##### Information supplied
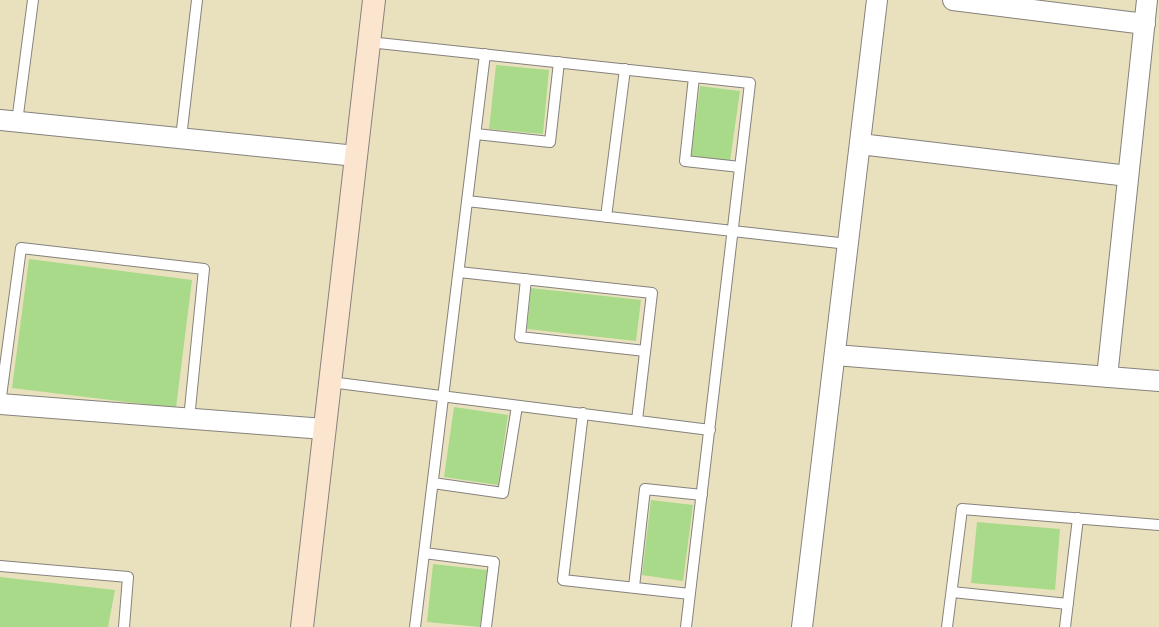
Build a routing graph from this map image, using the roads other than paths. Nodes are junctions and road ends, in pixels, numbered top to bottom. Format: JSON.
{"nodes":[{"id":1,"x":33,"y":0,"type":"edge"},
{"id":2,"x":198,"y":0,"type":"edge"},
{"id":3,"x":374,"y":0,"type":"edge"},
{"id":4,"x":877,"y":0,"type":"edge"},
{"id":5,"x":953,"y":0,"type":"edge"},
{"id":6,"x":1147,"y":0,"type":"edge"},
{"id":7,"x":1145,"y":24,"type":"junction"},
{"id":8,"x":369,"y":42,"type":"junction"},
{"id":9,"x":485,"y":54,"type":"junction"},
{"id":10,"x":560,"y":62,"type":"junction"},
{"id":11,"x":625,"y":69,"type":"junction"},
{"id":12,"x":694,"y":77,"type":"junction"},
{"id":13,"x":9,"y":121,"type":"edge"},
{"id":14,"x":476,"y":134,"type":"junction"},
{"id":15,"x":181,"y":138,"type":"junction"},
{"id":16,"x":860,"y":144,"type":"junction"},
{"id":17,"x":356,"y":156,"type":"junction"},
{"id":18,"x":740,"y":167,"type":"junction"},
{"id":19,"x":1128,"y":176,"type":"junction"},
{"id":20,"x":467,"y":201,"type":"junction"},
{"id":21,"x":606,"y":217,"type":"junction"},
{"id":22,"x":733,"y":231,"type":"junction"},
{"id":23,"x":848,"y":244,"type":"junction"},
{"id":24,"x":459,"y":272,"type":"junction"},
{"id":25,"x":526,"y":279,"type":"junction"},
{"id":26,"x":645,"y":351,"type":"junction"},
{"id":27,"x":835,"y":355,"type":"junction"},
{"id":28,"x":1107,"y":377,"type":"junction"},
{"id":29,"x":1159,"y":381,"type":"edge"},
{"id":30,"x":330,"y":382,"type":"junction"},
{"id":31,"x":443,"y":396,"type":"junction"},
{"id":32,"x":0,"y":404,"type":"edge"},
{"id":33,"x":517,"y":406,"type":"junction"},
{"id":34,"x":583,"y":414,"type":"junction"},
{"id":35,"x":189,"y":419,"type":"junction"},
{"id":36,"x":637,"y":420,"type":"junction"},
{"id":37,"x":324,"y":429,"type":"junction"},
{"id":38,"x":710,"y":430,"type":"junction"},
{"id":39,"x":433,"y":483,"type":"junction"},
{"id":40,"x":702,"y":495,"type":"junction"},
{"id":41,"x":1078,"y":518,"type":"junction"},
{"id":42,"x":1159,"y":525,"type":"edge"},
{"id":43,"x":424,"y":554,"type":"junction"},
{"id":44,"x":0,"y":566,"type":"edge"},
{"id":45,"x":634,"y":588,"type":"junction"},
{"id":46,"x":952,"y":592,"type":"junction"},
{"id":47,"x":690,"y":594,"type":"junction"},
{"id":48,"x":1068,"y":604,"type":"junction"},
{"id":49,"x":124,"y":627,"type":"edge"},
{"id":50,"x":302,"y":627,"type":"edge"},
{"id":51,"x":415,"y":627,"type":"edge"},
{"id":52,"x":486,"y":627,"type":"edge"},
{"id":53,"x":686,"y":627,"type":"edge"},
{"id":54,"x":802,"y":627,"type":"edge"},
{"id":55,"x":947,"y":627,"type":"edge"},
{"id":56,"x":1065,"y":627,"type":"edge"}],
"edges":[{"from":1,"to":13,"type":"lane"},
{"from":2,"to":15,"type":"lane"},
{"from":3,"to":8,"type":"street"},
{"from":4,"to":16,"type":"street"},
{"from":5,"to":7,"type":"street"},
{"from":6,"to":7,"type":"street"},
{"from":7,"to":19,"type":"street"},
{"from":8,"to":9,"type":"lane"},
{"from":8,"to":17,"type":"street"},
{"from":9,"to":10,"type":"lane"},
{"from":9,"to":14,"type":"lane"},
{"from":10,"to":11,"type":"lane"},
{"from":10,"to":14,"type":"lane"},
{"from":11,"to":12,"type":"lane"},
{"from":11,"to":21,"type":"lane"},
{"from":12,"to":18,"type":"lane"},
{"from":12,"to":18,"type":"lane"},
{"from":13,"to":15,"type":"street"},
{"from":14,"to":20,"type":"lane"},
{"from":15,"to":17,"type":"street"},
{"from":16,"to":19,"type":"street"},
{"from":16,"to":23,"type":"street"},
{"from":17,"to":30,"type":"street"},
{"from":18,"to":22,"type":"lane"},
{"from":19,"to":28,"type":"street"},
{"from":20,"to":21,"type":"lane"},
{"from":20,"to":24,"type":"lane"},
{"from":21,"to":22,"type":"lane"},
{"from":22,"to":23,"type":"lane"},
{"from":22,"to":38,"type":"lane"},
{"from":23,"to":27,"type":"street"},
{"from":24,"to":25,"type":"lane"},
{"from":24,"to":31,"type":"lane"},
{"from":25,"to":26,"type":"lane"},
{"from":25,"to":26,"type":"lane"},
{"from":26,"to":36,"type":"lane"},
{"from":27,"to":28,"type":"street"},
{"from":27,"to":54,"type":"street"},
{"from":28,"to":29,"type":"street"},
{"from":30,"to":31,"type":"lane"},
{"from":30,"to":37,"type":"street"},
{"from":31,"to":33,"type":"lane"},
{"from":31,"to":39,"type":"lane"},
{"from":32,"to":35,"type":"street"},
{"from":32,"to":35,"type":"lane"},
{"from":33,"to":34,"type":"lane"},
{"from":33,"to":39,"type":"lane"},
{"from":34,"to":36,"type":"lane"},
{"from":34,"to":45,"type":"lane"},
{"from":35,"to":37,"type":"street"},
{"from":36,"to":38,"type":"lane"},
{"from":37,"to":50,"type":"street"},
{"from":38,"to":40,"type":"lane"},
{"from":39,"to":43,"type":"lane"},
{"from":40,"to":45,"type":"lane"},
{"from":40,"to":47,"type":"lane"},
{"from":41,"to":42,"type":"lane"},
{"from":41,"to":46,"type":"lane"},
{"from":41,"to":48,"type":"lane"},
{"from":43,"to":51,"type":"lane"},
{"from":43,"to":52,"type":"lane"},
{"from":44,"to":49,"type":"lane"},
{"from":45,"to":47,"type":"lane"},
{"from":46,"to":48,"type":"lane"},
{"from":46,"to":55,"type":"lane"},
{"from":47,"to":53,"type":"lane"},
{"from":48,"to":56,"type":"lane"}]}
##########
Would you return all of the data above word for word, omitting every picture?

### Solution for this exercise
Build a routing graph from this map image, using the roads other than paths. Nodes are junctions and road ends, in pixels, numbered top to bottom. Format: JSON.
{"nodes":[{"id":1,"x":33,"y":0,"type":"edge"},
{"id":2,"x":198,"y":0,"type":"edge"},
{"id":3,"x":374,"y":0,"type":"edge"},
{"id":4,"x":877,"y":0,"type":"edge"},
{"id":5,"x":953,"y":0,"type":"edge"},
{"id":6,"x":1147,"y":0,"type":"edge"},
{"id":7,"x":1145,"y":24,"type":"junction"},
{"id":8,"x":369,"y":42,"type":"junction"},
{"id":9,"x":485,"y":54,"type":"junction"},
{"id":10,"x":560,"y":62,"type":"junction"},
{"id":11,"x":625,"y":69,"type":"junction"},
{"id":12,"x":694,"y":77,"type":"junction"},
{"id":13,"x":9,"y":121,"type":"edge"},
{"id":14,"x":476,"y":134,"type":"junction"},
{"id":15,"x":181,"y":138,"type":"junction"},
{"id":16,"x":860,"y":144,"type":"junction"},
{"id":17,"x":356,"y":156,"type":"junction"},
{"id":18,"x":740,"y":167,"type":"junction"},
{"id":19,"x":1128,"y":176,"type":"junction"},
{"id":20,"x":467,"y":201,"type":"junction"},
{"id":21,"x":606,"y":217,"type":"junction"},
{"id":22,"x":733,"y":231,"type":"junction"},
{"id":23,"x":848,"y":244,"type":"junction"},
{"id":24,"x":459,"y":272,"type":"junction"},
{"id":25,"x":526,"y":279,"type":"junction"},
{"id":26,"x":645,"y":351,"type":"junction"},
{"id":27,"x":835,"y":355,"type":"junction"},
{"id":28,"x":1107,"y":377,"type":"junction"},
{"id":29,"x":1159,"y":381,"type":"edge"},
{"id":30,"x":330,"y":382,"type":"junction"},
{"id":31,"x":443,"y":396,"type":"junction"},
{"id":32,"x":0,"y":404,"type":"edge"},
{"id":33,"x":517,"y":406,"type":"junction"},
{"id":34,"x":583,"y":414,"type":"junction"},
{"id":35,"x":189,"y":419,"type":"junction"},
{"id":36,"x":637,"y":420,"type":"junction"},
{"id":37,"x":324,"y":429,"type":"junction"},
{"id":38,"x":710,"y":430,"type":"junction"},
{"id":39,"x":433,"y":483,"type":"junction"},
{"id":40,"x":702,"y":495,"type":"junction"},
{"id":41,"x":1078,"y":518,"type":"junction"},
{"id":42,"x":1159,"y":525,"type":"edge"},
{"id":43,"x":424,"y":554,"type":"junction"},
{"id":44,"x":0,"y":566,"type":"edge"},
{"id":45,"x":634,"y":588,"type":"junction"},
{"id":46,"x":952,"y":592,"type":"junction"},
{"id":47,"x":690,"y":594,"type":"junction"},
{"id":48,"x":1068,"y":604,"type":"junction"},
{"id":49,"x":124,"y":627,"type":"edge"},
{"id":50,"x":302,"y":627,"type":"edge"},
{"id":51,"x":415,"y":627,"type":"edge"},
{"id":52,"x":486,"y":627,"type":"edge"},
{"id":53,"x":686,"y":627,"type":"edge"},
{"id":54,"x":802,"y":627,"type":"edge"},
{"id":55,"x":947,"y":627,"type":"edge"},
{"id":56,"x":1065,"y":627,"type":"edge"}],
"edges":[{"from":1,"to":13,"type":"lane"},
{"from":2,"to":15,"type":"lane"},
{"from":3,"to":8,"type":"street"},
{"from":4,"to":16,"type":"street"},
{"from":5,"to":7,"type":"street"},
{"from":6,"to":7,"type":"street"},
{"from":7,"to":19,"type":"street"},
{"from":8,"to":9,"type":"lane"},
{"from":8,"to":17,"type":"street"},
{"from":9,"to":10,"type":"lane"},
{"from":9,"to":14,"type":"lane"},
{"from":10,"to":11,"type":"lane"},
{"from":10,"to":14,"type":"lane"},
{"from":11,"to":12,"type":"lane"},
{"from":11,"to":21,"type":"lane"},
{"from":12,"to":18,"type":"lane"},
{"from":12,"to":18,"type":"lane"},
{"from":13,"to":15,"type":"street"},
{"from":14,"to":20,"type":"lane"},
{"from":15,"to":17,"type":"street"},
{"from":16,"to":19,"type":"street"},
{"from":16,"to":23,"type":"street"},
{"from":17,"to":30,"type":"street"},
{"from":18,"to":22,"type":"lane"},
{"from":19,"to":28,"type":"street"},
{"from":20,"to":21,"type":"lane"},
{"from":20,"to":24,"type":"lane"},
{"from":21,"to":22,"type":"lane"},
{"from":22,"to":23,"type":"lane"},
{"from":22,"to":38,"type":"lane"},
{"from":23,"to":27,"type":"street"},
{"from":24,"to":25,"type":"lane"},
{"from":24,"to":31,"type":"lane"},
{"from":25,"to":26,"type":"lane"},
{"from":25,"to":26,"type":"lane"},
{"from":26,"to":36,"type":"lane"},
{"from":27,"to":28,"type":"street"},
{"from":27,"to":54,"type":"street"},
{"from":28,"to":29,"type":"street"},
{"from":30,"to":31,"type":"lane"},
{"from":30,"to":37,"type":"street"},
{"from":31,"to":33,"type":"lane"},
{"from":31,"to":39,"type":"lane"},
{"from":32,"to":35,"type":"street"},
{"from":32,"to":35,"type":"lane"},
{"from":33,"to":34,"type":"lane"},
{"from":33,"to":39,"type":"lane"},
{"from":34,"to":36,"type":"lane"},
{"from":34,"to":45,"type":"lane"},
{"from":35,"to":37,"type":"street"},
{"from":36,"to":38,"type":"lane"},
{"from":37,"to":50,"type":"street"},
{"from":38,"to":40,"type":"lane"},
{"from":39,"to":43,"type":"lane"},
{"from":40,"to":45,"type":"lane"},
{"from":40,"to":47,"type":"lane"},
{"from":41,"to":42,"type":"lane"},
{"from":41,"to":46,"type":"lane"},
{"from":41,"to":48,"type":"lane"},
{"from":43,"to":51,"type":"lane"},
{"from":43,"to":52,"type":"lane"},
{"from":44,"to":49,"type":"lane"},
{"from":45,"to":47,"type":"lane"},
{"from":46,"to":48,"type":"lane"},
{"from":46,"to":55,"type":"lane"},
{"from":47,"to":53,"type":"lane"},
{"from":48,"to":56,"type":"lane"}]}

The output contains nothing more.